Banking, oil stocks drag FTSE 100 lower as Ukraine tensions weigh

By Bansari Mayur Kamdar

(Reuters) -UK shares fell on Thursday following reports of Ukrainian forces and pro-Moscow rebels trading fire, while weakness in financials and energy stocks further dented sentiment.

The blue-chip FTSE 100 declined 0.9%, extending losses from Wednesday, after data showed consumer prices rose at the fastest annual pace in nearly 30 years last month.

Russia-backed rebels and Ukrainian forces traded accusations on Thursday that each had fired across the ceasefire line in eastern Ukraine.

Oil majors BP and Shell fell 1.4% and 2.7%, respectively, tracking crude prices as talks to resurrect a nuclear deal with Iran entered their final stages, but losses were limited by the Ukraine crisis.

Stronger energy prices have helped the commodity-heavy FTSE 100 weather geopolitical tensions better than its pan-European counterparts, with BP and Shell gaining more than 20% so far since the start of 2022.

Banking stocks slipped 1.3%, tracking weakness in British two-year government bond yields which fell sharply for a second straight day.
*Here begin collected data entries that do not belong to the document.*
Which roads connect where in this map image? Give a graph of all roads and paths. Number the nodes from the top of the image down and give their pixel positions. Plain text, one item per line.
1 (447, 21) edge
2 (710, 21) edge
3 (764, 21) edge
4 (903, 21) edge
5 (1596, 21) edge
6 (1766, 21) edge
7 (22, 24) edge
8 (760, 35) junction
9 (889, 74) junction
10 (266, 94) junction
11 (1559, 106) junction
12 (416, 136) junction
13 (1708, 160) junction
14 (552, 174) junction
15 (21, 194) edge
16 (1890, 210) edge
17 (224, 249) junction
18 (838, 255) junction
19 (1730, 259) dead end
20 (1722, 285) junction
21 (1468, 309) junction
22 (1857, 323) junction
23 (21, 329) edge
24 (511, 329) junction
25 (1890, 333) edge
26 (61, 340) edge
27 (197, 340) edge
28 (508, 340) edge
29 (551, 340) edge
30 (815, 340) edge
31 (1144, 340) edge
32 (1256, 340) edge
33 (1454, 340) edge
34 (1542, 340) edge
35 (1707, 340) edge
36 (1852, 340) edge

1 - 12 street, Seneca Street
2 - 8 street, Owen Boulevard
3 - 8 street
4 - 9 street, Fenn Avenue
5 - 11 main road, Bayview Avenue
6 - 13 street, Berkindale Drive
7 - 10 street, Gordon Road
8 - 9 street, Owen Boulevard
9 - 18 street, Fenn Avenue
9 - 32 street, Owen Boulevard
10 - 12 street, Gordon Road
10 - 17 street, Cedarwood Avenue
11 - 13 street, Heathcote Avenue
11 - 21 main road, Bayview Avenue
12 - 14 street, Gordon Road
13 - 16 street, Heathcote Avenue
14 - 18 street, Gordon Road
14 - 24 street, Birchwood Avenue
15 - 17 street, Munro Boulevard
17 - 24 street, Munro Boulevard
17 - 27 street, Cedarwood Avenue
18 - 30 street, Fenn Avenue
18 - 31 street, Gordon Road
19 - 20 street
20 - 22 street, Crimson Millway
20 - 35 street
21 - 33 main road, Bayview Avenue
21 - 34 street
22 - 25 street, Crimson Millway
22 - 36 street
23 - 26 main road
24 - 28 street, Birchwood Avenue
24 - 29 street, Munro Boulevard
The domestically focussed mid-cap index fell 1.2%, with travel stocks dropping 1.8%.

“Travel and leisure is always going to get hit when you have geopolitical concerns in Eastern Europe,” Michael Hewson, chief markets analyst at CMC Markets, said.

Wizz Air and Air France KLM-SA, both down 7.4% each, were airlines that do a lot of business in that region, Hewson added.

Standard Chartered reversed early losses to end 1.7% higher after the lender raised its core profitability goals and promised shareholders extra payouts, despite full year profit undershooting expectations, as it banks on inflation-battling rate hikes worldwide to boost lending.

Reckitt Benckiser Group jumped 5.9% and was the biggest gainer on the blue-chip index after beating estimates for fourth-quarter sales, as heightened fears about COVID-19 led to increased demand for its cleaning products.